12 cups chickweed, rinsed, drained, and chopped
1 tbs. olive oil, or to taste
1-1/2 tsp. lemon juice
¾ tsp. salt, or to taste
½ tsp. black pepper, or to taste

1. Steam the chickweed over low heat for 5 to 10 minutes, or until just wilted (avoid overcooking), covered, in a heavy saucepan, without any more water than what clings to the leaves after rinsing and draining, and without a steamer rack!

2. Stir in the remaining ingredients and heat to serving temperature.

Serves 6

Preparation time: 15 minutes

Deptford Pink – Dianthus armeria

Deptford Pink is very small

Deptford Pink

This pretty little flower with the blue-purple anthers showed up in my garden this year. It was hardly noticeable with the other weeds growing at the edge of the garden, until one day a flower burst open in all this glory!

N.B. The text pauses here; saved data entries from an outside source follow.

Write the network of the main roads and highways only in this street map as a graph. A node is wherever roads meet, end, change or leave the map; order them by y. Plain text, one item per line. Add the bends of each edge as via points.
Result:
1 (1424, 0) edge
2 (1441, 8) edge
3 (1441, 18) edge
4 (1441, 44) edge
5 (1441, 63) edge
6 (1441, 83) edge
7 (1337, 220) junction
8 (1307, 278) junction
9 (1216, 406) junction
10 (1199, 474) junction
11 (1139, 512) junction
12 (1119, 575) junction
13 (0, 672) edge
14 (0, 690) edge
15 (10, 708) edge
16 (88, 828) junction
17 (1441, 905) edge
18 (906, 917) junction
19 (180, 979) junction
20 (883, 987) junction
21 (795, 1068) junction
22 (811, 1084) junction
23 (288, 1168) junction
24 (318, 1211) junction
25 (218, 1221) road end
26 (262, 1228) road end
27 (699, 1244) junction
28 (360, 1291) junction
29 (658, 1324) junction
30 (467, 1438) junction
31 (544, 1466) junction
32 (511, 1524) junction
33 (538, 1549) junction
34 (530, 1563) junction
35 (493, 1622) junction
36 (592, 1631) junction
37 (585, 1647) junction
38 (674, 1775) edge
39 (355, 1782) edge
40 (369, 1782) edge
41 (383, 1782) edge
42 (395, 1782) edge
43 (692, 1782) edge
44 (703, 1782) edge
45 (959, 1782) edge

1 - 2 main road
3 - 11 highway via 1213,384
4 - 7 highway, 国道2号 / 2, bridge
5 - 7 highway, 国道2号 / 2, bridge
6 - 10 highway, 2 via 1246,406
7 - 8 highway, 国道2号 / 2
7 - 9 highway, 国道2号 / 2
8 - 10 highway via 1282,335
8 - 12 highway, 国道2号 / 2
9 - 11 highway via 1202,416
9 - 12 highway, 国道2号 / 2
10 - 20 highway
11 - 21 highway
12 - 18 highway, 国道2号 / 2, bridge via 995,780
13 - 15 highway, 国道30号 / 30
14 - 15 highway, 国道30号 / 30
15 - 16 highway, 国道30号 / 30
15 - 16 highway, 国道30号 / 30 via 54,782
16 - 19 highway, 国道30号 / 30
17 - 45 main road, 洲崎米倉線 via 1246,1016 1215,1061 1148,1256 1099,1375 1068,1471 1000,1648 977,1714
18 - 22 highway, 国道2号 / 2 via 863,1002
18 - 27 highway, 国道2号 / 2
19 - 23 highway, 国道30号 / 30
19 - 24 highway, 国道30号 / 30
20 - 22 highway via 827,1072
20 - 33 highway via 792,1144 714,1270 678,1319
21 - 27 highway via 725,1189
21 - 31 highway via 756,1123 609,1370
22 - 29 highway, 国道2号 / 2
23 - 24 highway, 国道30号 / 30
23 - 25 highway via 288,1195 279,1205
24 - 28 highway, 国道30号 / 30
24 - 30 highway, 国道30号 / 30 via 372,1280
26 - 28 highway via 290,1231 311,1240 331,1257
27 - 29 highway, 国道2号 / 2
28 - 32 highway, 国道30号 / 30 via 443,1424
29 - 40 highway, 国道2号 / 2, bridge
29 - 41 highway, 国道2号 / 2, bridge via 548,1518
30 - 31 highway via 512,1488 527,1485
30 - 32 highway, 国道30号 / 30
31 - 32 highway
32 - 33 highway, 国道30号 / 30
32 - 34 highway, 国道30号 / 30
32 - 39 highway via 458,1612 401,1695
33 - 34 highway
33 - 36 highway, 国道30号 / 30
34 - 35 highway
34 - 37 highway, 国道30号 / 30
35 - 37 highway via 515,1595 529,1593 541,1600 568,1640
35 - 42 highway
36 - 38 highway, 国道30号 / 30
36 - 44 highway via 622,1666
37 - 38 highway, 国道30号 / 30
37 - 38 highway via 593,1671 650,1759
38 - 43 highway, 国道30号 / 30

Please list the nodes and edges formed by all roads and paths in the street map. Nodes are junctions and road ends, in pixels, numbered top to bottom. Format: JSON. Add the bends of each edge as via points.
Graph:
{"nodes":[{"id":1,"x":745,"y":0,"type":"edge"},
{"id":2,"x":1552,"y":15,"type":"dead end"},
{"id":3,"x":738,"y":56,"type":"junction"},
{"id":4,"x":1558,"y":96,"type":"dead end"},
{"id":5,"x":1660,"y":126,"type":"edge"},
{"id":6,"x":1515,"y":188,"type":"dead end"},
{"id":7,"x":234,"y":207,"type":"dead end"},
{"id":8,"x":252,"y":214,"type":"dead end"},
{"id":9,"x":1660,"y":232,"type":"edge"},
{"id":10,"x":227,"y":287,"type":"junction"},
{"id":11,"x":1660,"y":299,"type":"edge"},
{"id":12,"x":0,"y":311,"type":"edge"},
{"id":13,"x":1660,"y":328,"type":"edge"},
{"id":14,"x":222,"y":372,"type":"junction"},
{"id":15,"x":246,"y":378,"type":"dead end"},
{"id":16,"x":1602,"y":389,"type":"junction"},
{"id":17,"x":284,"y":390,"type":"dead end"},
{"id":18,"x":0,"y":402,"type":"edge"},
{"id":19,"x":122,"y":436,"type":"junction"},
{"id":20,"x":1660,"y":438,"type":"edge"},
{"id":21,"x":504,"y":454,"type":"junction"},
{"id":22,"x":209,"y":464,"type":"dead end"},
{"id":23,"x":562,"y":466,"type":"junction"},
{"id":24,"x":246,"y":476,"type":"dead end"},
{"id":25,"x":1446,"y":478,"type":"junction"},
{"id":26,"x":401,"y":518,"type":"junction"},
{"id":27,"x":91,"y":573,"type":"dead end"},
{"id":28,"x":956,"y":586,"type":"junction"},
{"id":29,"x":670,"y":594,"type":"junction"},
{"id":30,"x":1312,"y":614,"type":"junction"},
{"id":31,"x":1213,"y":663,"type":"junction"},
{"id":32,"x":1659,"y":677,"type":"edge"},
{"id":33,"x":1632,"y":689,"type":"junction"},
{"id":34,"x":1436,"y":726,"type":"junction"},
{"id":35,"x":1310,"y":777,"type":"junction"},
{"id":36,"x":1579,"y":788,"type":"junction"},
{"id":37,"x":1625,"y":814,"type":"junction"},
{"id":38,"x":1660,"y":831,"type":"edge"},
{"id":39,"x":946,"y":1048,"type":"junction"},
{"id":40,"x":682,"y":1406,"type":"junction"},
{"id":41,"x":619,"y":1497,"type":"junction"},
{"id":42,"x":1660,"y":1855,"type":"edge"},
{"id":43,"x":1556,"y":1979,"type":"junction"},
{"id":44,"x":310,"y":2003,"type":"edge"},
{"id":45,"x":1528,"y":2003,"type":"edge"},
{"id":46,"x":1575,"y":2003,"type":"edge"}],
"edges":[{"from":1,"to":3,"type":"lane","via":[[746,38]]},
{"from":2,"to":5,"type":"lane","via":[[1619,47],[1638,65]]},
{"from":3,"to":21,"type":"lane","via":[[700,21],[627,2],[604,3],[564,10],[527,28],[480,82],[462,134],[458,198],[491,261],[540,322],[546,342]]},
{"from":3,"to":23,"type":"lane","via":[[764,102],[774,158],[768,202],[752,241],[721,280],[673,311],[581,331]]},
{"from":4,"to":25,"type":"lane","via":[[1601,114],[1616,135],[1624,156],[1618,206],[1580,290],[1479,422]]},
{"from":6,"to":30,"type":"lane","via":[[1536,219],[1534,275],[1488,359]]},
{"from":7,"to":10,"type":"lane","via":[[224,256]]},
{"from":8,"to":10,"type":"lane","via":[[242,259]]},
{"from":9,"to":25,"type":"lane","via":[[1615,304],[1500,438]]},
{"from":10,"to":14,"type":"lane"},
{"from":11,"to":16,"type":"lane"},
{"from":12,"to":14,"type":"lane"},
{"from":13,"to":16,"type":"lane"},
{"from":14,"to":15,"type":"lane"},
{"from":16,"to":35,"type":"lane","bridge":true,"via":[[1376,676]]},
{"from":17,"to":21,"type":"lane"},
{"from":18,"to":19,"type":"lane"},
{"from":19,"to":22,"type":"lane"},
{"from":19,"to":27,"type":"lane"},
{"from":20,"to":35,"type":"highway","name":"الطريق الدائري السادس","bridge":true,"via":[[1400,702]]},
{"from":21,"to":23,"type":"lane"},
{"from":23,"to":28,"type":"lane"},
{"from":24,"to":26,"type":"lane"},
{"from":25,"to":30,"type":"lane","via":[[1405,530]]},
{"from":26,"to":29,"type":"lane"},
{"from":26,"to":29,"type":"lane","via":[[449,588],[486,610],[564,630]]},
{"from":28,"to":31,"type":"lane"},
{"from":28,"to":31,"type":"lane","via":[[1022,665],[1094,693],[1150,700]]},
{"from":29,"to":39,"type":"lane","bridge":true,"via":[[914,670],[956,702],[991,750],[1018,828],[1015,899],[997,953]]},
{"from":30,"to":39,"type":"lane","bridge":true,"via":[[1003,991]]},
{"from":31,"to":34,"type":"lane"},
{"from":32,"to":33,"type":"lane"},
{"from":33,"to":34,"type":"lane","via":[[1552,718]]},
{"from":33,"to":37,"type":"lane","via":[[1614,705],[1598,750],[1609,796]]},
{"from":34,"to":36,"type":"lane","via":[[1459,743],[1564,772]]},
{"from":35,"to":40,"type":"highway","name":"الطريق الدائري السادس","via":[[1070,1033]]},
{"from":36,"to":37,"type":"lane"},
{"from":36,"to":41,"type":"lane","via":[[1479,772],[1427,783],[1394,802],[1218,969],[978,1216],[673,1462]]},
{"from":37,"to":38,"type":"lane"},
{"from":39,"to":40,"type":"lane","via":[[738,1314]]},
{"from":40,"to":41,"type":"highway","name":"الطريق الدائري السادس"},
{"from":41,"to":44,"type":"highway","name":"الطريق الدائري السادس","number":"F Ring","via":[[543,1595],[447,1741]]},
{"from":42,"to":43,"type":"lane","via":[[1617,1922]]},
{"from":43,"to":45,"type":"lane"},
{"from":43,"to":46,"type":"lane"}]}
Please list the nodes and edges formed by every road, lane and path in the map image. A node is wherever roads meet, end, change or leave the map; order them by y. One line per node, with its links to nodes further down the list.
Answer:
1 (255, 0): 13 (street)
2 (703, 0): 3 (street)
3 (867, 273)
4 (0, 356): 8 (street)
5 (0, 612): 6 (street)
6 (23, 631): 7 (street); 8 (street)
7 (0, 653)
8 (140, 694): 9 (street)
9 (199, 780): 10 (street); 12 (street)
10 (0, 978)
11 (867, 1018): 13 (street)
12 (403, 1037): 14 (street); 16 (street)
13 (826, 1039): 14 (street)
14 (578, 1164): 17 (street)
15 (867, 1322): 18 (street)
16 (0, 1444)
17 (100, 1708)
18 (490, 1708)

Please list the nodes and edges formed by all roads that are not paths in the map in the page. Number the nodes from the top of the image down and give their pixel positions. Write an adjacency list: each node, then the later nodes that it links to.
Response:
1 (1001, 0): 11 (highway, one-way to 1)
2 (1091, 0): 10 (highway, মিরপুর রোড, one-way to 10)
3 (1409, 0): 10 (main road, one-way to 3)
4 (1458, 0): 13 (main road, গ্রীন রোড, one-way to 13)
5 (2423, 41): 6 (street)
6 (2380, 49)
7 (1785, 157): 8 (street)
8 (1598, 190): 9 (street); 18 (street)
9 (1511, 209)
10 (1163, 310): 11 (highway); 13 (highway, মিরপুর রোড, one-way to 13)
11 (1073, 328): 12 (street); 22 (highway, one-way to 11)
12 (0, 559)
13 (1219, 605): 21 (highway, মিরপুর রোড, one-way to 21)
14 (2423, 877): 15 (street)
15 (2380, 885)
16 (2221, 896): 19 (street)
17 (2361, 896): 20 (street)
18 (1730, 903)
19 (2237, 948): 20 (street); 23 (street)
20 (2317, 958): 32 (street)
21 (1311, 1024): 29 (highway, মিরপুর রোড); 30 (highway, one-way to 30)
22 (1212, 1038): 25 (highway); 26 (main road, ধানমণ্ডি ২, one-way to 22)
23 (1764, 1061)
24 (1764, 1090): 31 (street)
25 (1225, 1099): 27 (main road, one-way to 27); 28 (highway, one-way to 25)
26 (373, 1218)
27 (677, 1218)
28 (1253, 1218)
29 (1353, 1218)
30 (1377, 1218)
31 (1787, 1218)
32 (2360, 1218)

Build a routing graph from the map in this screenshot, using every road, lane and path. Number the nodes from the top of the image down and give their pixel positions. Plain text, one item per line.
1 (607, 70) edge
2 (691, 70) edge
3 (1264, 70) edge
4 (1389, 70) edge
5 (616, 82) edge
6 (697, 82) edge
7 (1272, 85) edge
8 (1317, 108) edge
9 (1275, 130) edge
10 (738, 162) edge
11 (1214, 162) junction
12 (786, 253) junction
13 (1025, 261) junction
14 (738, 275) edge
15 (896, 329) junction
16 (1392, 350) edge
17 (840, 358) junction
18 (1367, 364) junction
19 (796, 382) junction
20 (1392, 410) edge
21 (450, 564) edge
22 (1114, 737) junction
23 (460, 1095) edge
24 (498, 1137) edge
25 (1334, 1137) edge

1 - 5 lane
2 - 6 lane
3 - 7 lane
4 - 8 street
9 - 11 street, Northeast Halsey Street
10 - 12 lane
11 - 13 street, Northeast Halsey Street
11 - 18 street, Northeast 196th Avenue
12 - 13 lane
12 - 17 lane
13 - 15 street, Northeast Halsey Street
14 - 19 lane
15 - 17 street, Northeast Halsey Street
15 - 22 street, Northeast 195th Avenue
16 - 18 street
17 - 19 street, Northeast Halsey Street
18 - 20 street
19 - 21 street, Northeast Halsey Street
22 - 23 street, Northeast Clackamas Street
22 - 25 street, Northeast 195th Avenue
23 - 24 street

This flower was named for a place in England, on the east end of London that rumor has it the plant once grew in abundance. It was mistakenly identified by Thomas Johnson (a 17th century herbalist), what he more likey had was a Maiden Pink (Dianthus deltoides). The Deptford Pink has supposedly not grown there in historic times, if ever!

I have been unable to find any reference to the uses of this plant. So if anyone has information, please let me know so I can update my records!

Due to saponins in the leave, the leaves can cause dermatitis in sensitve people. I have handled this plant extensively and had no adverse effect from it.